How To Start Your Own Photography Business

If you’ve ever wanted to start your own photography business, then you won’t want to miss this interview with Peter Oliver, Professional Corporate Photographer and Author. Peter Oliver is an accomplished photographer based in Sydney, Australia and is available for assignments throughout Australia and Overseas. hde has just written his new ebook “How To Start Your Own Photography Business”.

1. Hello Peter. Thank you Very much for joining us today. Your book is very comprehensive and goes over the finer points of business for photographers. How long did it take you to set up your business?

It took me about three months to set it up properly, once I had decided I wanted it to be a business and was viable. That ranged from bank accounts to equipment and eventually a business premises.

2.       And how long did it take you from when you first started setting your business up to actually being able to live off the income you made as a photographer?
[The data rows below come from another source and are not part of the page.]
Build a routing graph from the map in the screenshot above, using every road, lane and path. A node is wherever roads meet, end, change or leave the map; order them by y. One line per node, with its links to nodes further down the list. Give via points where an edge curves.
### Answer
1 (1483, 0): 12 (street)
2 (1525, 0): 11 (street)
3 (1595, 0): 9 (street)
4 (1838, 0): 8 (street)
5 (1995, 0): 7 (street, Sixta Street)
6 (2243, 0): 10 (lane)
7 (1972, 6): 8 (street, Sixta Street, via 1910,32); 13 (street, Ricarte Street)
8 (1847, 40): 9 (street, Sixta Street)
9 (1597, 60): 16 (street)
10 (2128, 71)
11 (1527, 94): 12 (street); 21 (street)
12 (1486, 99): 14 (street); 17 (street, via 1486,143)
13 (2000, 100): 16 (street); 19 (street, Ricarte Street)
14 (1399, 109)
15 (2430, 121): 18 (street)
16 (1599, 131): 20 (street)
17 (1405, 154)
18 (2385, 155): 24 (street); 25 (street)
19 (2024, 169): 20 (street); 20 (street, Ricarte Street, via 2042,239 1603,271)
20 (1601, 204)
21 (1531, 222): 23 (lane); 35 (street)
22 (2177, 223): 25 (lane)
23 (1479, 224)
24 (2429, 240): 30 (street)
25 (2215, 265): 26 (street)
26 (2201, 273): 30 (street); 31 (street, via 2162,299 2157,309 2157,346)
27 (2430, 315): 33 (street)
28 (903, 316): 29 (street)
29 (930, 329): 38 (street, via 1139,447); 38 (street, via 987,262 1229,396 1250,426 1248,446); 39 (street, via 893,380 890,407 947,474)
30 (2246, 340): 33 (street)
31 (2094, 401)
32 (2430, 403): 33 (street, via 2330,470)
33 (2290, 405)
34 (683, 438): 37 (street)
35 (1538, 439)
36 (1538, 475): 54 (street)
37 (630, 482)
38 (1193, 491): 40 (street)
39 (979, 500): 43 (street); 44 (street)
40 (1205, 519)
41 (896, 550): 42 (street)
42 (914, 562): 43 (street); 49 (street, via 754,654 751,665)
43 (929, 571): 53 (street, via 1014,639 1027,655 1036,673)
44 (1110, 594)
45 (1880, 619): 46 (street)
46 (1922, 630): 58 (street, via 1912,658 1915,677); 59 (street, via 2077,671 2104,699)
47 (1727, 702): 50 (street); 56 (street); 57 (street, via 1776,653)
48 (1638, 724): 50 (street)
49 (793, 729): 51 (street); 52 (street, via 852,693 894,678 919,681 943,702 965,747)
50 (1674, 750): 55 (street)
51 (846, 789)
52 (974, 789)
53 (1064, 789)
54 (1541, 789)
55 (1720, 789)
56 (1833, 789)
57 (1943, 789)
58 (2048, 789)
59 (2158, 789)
I first started working part time, then pursued Photography as my full time primary business, after I decided to leave the corporate environment. So from the outset till I had built enough income took approximately 12 months. That involved experimenting with what I enjoyed photographing, to testing the commercial viability and doing some market research of some of the niches I enjoyed and was good at, and going out and marketing myself, pounding the pavement and networking at every opportunity.

3.       What do you contribute your success to? Do you find it is a combination of good marketing and good service? Or something else?

First you need a vision and to focus on what you want to achieve, what your market is, and what makes you different from your competition, and there is plenty out there who want to underquote you. You need to target your market, sell them something they are wanting to buy, differentiate yourself, and use that to establish relationships.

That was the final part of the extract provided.